Western blot analysis of stray cat sera against <italic>Toxoplasma gondii</italic> and the diagnostic availability of monoclonal antibodies in sandwich-ELISA

Woon-Mok Sohn; Ho-Woo Nam

doi:10.3347/kjp.1999.37.4.249

Abstract

A total of 198 sera from stray cats was assayed against Toxoplasma gondii antigen by western blot. Out of 198 sera assayed, 26 sera (13.1%) showed typical blot patterns against T. gondii. When spotted by ELISA absorbance and indirect latex agglutination test (ILAT) titer, all 26 cases were distributed over the cut-off value of ELISA whereas 24 cases (92.3%) were in the positive range of 1:32 or higher and 2 cases in negative range by ILAT. Among western blot negative 172 sera, 162 cases were negative in both ILAT and ELISA while 10 cases were reactive falsely such that three cases were ILAT positive with 1:32 titer and 9 cases were ELISA positive (2 cases overlapped). These 10 cases reacted peculiarly without typical binding pattern in Western blot. Sandwich-ELISA was performed with monoclonal antibodies (mAbs) of Tg563 (30 kDa, SAG1), Tg505 (22 kDa, SAG2), Tg605 (43 kDa, SAG3), Tg556 (28 kDa, GRA2), Tg737 (32 kDa, GRA6), Tg695 (66 kDa, ROP2), Tg786 (42 kDa, ROP6), and Tg621 (32 kDa, anonymous but cytosolic) clone, respectively. All western blot-positive cases were in the positive range and negative cases in the negative range clearly. Among the 10 false reactive cases, 3 cases were in the positive range with one or more mAbs. All mAbs used in this study were confirmed to be specific to T. gondii infection as a standardized sandwich-ELISA to differentiate it from other pathogens.

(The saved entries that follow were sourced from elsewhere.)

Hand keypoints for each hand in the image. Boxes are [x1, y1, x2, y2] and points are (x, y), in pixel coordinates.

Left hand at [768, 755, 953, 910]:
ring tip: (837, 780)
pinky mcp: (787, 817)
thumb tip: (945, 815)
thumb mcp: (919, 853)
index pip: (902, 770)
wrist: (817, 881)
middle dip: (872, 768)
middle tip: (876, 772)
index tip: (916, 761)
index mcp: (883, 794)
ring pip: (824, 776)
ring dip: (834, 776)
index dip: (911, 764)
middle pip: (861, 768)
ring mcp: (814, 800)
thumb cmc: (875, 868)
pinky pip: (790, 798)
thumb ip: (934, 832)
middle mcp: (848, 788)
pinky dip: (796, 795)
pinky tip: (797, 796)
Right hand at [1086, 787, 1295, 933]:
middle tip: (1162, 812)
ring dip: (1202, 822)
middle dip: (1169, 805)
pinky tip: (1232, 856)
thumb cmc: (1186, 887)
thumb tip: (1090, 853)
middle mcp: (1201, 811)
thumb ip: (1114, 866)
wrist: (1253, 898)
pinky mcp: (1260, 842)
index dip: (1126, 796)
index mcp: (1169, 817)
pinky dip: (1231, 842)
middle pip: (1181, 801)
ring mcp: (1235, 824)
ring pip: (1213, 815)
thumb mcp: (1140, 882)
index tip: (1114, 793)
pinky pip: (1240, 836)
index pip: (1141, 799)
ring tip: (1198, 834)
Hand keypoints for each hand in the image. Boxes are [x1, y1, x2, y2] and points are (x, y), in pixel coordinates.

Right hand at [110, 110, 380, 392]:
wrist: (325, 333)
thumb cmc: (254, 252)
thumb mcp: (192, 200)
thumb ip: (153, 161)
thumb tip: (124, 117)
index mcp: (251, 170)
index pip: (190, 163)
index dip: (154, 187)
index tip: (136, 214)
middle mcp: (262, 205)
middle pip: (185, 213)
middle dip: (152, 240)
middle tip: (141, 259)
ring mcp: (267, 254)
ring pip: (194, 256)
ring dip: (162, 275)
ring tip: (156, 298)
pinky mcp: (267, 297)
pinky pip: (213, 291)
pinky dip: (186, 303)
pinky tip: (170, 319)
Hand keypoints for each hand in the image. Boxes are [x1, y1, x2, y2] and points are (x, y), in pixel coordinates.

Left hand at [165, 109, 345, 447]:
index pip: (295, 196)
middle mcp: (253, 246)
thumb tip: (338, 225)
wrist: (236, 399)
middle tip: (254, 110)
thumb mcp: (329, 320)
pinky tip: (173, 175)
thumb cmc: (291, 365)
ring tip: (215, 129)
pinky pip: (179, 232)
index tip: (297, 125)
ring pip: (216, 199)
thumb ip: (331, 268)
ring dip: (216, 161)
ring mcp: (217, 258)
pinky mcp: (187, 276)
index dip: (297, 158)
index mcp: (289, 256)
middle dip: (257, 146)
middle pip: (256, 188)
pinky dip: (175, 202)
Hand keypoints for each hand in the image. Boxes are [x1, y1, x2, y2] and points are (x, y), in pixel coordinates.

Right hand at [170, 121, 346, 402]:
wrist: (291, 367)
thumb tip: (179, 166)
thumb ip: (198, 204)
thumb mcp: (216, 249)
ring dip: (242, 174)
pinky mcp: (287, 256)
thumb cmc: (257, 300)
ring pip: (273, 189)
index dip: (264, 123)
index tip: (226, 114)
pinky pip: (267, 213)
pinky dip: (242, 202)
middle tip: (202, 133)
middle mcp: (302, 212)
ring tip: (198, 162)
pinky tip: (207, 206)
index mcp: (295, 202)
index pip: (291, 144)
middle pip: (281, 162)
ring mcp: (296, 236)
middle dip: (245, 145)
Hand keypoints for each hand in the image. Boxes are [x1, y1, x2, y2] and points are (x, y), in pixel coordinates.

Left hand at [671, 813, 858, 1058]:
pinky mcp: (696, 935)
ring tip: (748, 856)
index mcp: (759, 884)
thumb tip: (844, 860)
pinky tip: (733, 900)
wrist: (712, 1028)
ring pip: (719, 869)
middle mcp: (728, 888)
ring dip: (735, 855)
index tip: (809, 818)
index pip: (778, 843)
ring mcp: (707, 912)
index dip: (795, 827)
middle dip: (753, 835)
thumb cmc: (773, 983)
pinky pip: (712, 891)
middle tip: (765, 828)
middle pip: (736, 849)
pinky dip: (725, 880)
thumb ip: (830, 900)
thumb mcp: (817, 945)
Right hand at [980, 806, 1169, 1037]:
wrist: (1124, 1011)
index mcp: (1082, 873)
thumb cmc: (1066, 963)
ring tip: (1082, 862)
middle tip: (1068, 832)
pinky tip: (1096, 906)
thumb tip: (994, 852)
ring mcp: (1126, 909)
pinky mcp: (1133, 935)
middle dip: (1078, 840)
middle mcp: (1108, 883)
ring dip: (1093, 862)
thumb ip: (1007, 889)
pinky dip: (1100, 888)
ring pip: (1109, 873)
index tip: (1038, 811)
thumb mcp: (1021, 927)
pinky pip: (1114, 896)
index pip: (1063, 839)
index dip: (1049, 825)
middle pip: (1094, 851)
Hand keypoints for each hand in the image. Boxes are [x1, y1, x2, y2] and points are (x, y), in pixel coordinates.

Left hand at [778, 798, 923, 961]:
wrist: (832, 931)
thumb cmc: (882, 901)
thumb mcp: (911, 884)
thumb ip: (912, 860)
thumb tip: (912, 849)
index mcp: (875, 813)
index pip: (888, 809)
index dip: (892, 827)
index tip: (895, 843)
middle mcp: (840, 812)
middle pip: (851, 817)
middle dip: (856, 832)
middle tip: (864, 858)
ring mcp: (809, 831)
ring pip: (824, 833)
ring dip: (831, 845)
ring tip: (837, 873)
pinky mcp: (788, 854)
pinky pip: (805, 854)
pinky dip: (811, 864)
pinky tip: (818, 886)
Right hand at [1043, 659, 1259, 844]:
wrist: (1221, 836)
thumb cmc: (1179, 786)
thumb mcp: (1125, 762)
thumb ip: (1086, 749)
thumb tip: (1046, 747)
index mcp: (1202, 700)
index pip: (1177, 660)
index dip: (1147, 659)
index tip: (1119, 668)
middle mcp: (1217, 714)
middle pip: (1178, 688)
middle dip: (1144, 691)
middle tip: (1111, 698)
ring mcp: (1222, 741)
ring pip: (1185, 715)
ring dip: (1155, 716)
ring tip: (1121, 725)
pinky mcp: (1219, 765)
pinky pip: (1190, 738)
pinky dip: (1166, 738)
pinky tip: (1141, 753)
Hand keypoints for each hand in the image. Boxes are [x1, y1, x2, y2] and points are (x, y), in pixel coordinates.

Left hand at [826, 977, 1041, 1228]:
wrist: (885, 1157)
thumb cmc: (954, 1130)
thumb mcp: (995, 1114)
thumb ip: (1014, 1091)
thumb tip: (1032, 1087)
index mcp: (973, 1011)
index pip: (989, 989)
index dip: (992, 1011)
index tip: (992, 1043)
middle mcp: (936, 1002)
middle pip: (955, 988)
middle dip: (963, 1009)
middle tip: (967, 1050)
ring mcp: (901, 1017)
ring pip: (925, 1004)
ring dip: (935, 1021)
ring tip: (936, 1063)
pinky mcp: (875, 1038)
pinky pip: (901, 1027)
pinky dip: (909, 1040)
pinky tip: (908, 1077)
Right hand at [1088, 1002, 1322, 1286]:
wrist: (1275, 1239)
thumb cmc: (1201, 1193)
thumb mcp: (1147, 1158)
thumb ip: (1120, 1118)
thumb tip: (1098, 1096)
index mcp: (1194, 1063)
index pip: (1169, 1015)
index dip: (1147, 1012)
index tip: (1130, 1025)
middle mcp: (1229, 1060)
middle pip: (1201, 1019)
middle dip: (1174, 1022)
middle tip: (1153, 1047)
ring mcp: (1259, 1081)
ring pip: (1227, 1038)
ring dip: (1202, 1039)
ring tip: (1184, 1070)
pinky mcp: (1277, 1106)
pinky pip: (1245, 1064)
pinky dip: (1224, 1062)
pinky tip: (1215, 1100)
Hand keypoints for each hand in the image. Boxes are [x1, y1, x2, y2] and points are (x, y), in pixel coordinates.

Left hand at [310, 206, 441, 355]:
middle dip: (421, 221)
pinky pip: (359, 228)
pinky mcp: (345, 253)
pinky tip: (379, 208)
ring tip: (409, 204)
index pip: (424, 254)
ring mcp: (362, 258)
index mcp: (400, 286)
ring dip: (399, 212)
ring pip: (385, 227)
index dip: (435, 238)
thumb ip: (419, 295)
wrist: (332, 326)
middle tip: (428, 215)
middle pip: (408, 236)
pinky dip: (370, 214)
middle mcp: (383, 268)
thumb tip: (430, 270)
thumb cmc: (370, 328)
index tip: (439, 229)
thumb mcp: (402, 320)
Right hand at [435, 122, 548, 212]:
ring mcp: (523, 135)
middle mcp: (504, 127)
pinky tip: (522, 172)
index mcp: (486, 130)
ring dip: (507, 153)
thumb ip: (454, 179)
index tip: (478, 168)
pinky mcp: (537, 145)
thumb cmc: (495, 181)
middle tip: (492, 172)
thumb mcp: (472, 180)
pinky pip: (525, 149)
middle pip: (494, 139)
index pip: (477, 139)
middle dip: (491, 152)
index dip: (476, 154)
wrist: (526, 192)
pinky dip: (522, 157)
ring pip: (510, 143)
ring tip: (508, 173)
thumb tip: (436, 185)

Key words: Toxoplasma gondii, stray cat, western blot, ILAT, ELISA, sandwich-ELISA, monoclonal antibodies

INTRODUCTION

Toxoplasma gondii is an obligate intracellular protozoan parasite which causes congenital defects or abortion and fatal diseases in immune compromised patients. As many as 15-85% of individuals in adult human population show serological evidence of T. gondii infection world-widely (Jackson and Hutchison, 1989). The ingestion of tissue cysts in undercooked meat from intermediate hosts or the ingestion of food or water contaminated with oocysts from feces of definitive hosts are the two major modes of transmission (Dubey et al., 1997). Experimental transmission of T. gondii by certain Felidae (Jewell et al., 1972) and high prevalence of antibody against T. gondii in animals of Felidae (Choi et al., 1987) supported the possible candidates of these animals as the final hosts of T. gondii indirectly. But only cat has been confirmed as unique definitive host (Frenkel et al., 1970) that can excrete the environmentally resistant oocysts until now.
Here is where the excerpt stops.